**The problem**
Take every line from the records below that includes the word "Write".

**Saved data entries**
▼

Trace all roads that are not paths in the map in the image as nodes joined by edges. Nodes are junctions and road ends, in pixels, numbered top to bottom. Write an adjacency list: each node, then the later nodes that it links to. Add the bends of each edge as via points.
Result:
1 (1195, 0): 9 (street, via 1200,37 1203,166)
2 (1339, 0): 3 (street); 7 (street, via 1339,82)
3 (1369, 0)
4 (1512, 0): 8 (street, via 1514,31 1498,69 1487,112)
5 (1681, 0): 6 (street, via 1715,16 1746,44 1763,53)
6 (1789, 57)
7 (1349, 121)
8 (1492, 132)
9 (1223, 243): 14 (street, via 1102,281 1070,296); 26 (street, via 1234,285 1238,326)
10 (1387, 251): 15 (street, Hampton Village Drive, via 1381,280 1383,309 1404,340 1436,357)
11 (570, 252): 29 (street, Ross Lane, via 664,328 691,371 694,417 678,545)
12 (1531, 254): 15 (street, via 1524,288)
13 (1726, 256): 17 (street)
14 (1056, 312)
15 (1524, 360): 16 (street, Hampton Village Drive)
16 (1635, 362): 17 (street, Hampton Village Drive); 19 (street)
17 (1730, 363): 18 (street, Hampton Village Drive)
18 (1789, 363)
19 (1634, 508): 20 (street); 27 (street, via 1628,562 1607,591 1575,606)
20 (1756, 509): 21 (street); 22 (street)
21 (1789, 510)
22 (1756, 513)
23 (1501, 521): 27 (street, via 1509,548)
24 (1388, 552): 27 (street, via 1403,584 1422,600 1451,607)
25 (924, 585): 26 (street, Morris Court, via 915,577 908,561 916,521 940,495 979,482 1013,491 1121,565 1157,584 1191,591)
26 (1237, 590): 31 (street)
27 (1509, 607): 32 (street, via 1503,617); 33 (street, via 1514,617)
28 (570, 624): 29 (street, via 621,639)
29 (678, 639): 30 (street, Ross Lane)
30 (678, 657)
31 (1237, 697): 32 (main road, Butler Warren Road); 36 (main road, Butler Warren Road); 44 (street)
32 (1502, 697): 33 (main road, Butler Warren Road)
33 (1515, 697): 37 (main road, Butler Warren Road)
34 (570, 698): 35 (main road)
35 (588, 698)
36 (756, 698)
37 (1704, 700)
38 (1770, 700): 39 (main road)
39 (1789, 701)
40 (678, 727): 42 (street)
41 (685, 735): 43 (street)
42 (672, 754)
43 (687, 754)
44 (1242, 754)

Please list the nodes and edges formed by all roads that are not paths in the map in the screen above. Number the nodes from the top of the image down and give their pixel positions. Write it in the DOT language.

▲
▼

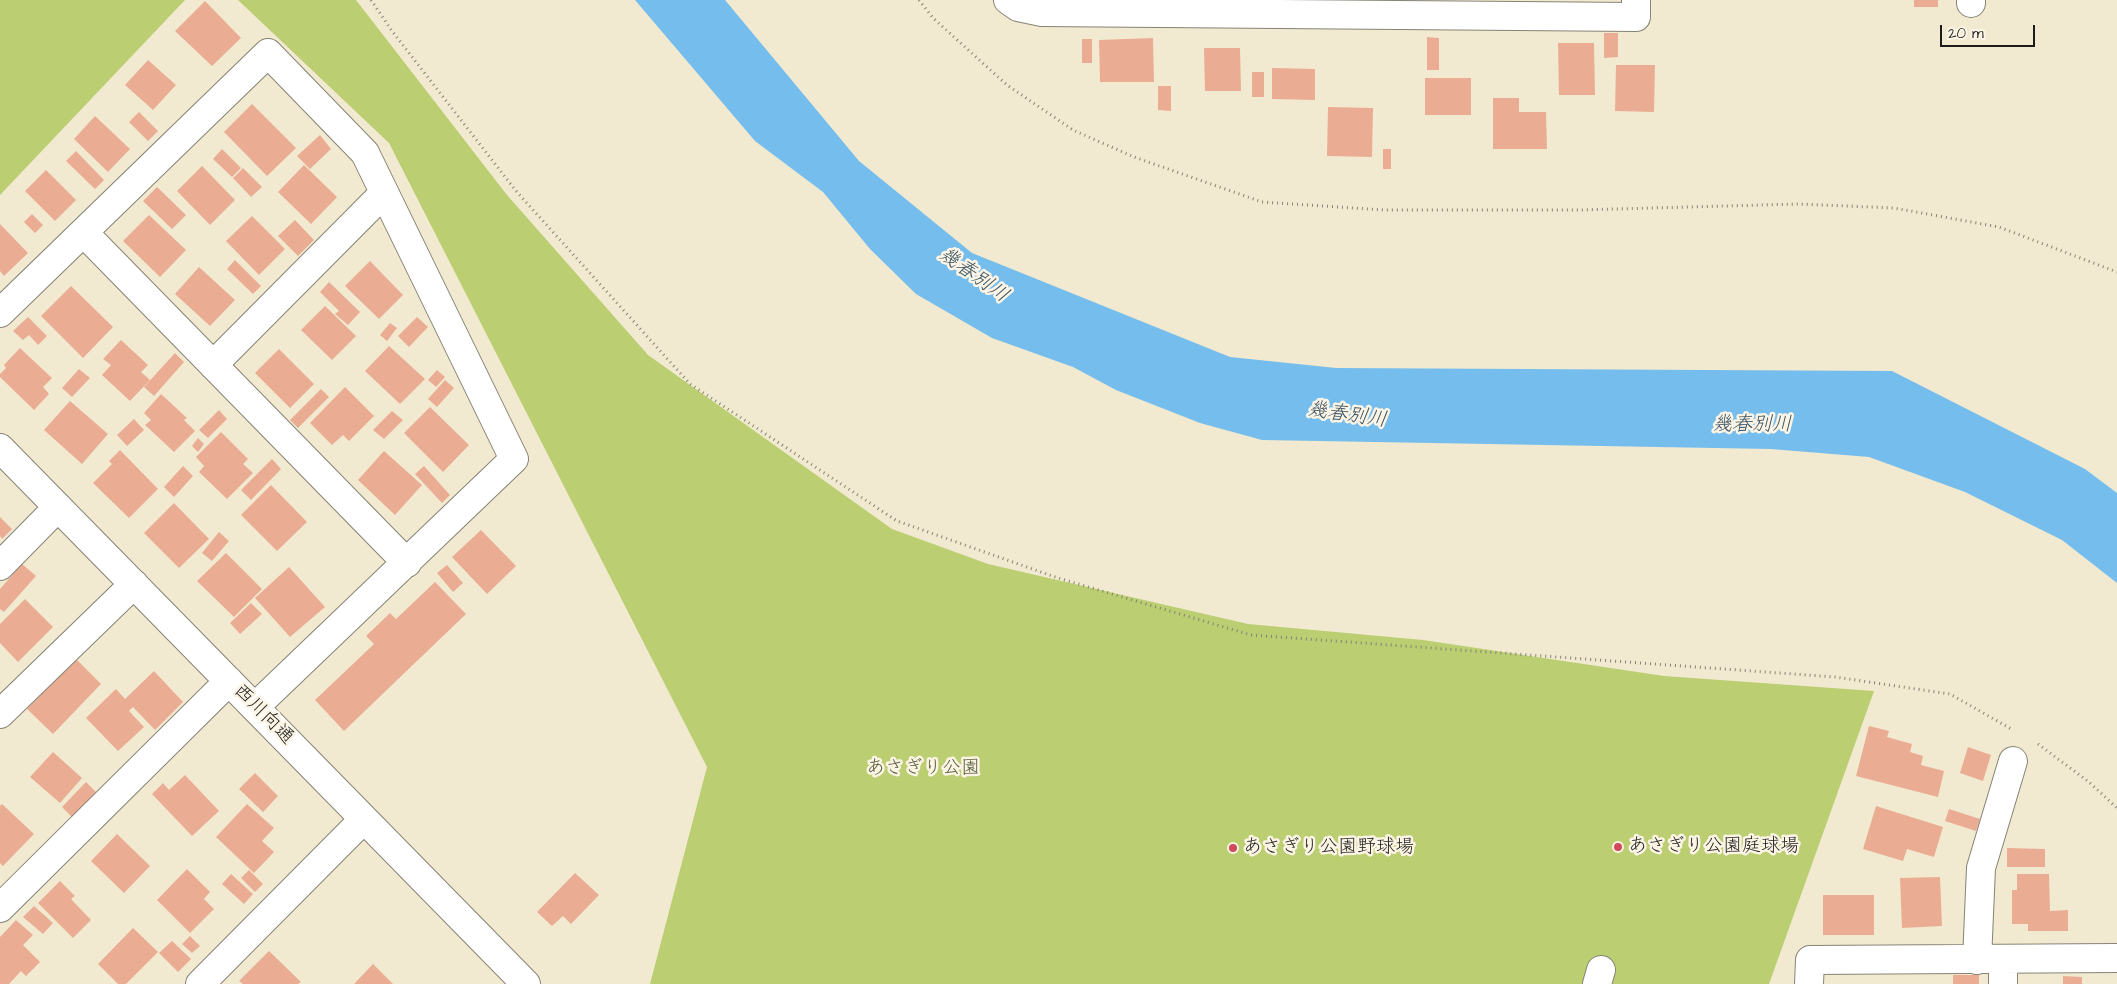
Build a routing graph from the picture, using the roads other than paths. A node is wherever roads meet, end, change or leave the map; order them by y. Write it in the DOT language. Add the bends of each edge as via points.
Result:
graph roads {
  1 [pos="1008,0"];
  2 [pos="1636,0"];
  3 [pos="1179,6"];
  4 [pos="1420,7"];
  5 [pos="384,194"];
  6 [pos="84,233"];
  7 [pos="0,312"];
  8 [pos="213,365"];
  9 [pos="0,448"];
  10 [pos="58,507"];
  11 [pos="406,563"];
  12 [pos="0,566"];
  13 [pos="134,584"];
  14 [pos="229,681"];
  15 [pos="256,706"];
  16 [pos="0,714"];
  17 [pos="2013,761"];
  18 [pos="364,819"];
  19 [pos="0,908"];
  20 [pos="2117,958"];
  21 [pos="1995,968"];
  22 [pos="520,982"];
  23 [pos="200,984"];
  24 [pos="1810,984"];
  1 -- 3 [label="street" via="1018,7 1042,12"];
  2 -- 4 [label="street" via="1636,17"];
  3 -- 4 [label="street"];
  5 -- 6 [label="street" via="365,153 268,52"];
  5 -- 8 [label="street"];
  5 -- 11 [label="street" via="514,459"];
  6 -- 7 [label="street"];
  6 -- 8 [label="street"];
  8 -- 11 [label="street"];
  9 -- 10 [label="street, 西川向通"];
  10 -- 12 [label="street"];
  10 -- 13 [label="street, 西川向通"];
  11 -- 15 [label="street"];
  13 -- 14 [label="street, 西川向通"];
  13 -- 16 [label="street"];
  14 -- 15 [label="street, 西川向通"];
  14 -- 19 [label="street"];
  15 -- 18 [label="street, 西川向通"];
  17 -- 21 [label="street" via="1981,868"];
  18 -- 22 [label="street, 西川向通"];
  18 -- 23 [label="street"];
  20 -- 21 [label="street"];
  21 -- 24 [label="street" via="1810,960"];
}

▲

**Output below**
Trace all roads that are not paths in the map in the image as nodes joined by edges. Nodes are junctions and road ends, in pixels, numbered top to bottom. Write an adjacency list: each node, then the later nodes that it links to. Add the bends of each edge as via points.
Please list the nodes and edges formed by all roads that are not paths in the map in the screen above. Number the nodes from the top of the image down and give their pixel positions. Write it in the DOT language.
Build a routing graph from the picture, using the roads other than paths. A node is wherever roads meet, end, change or leave the map; order them by y. Write it in the DOT language. Add the bends of each edge as via points.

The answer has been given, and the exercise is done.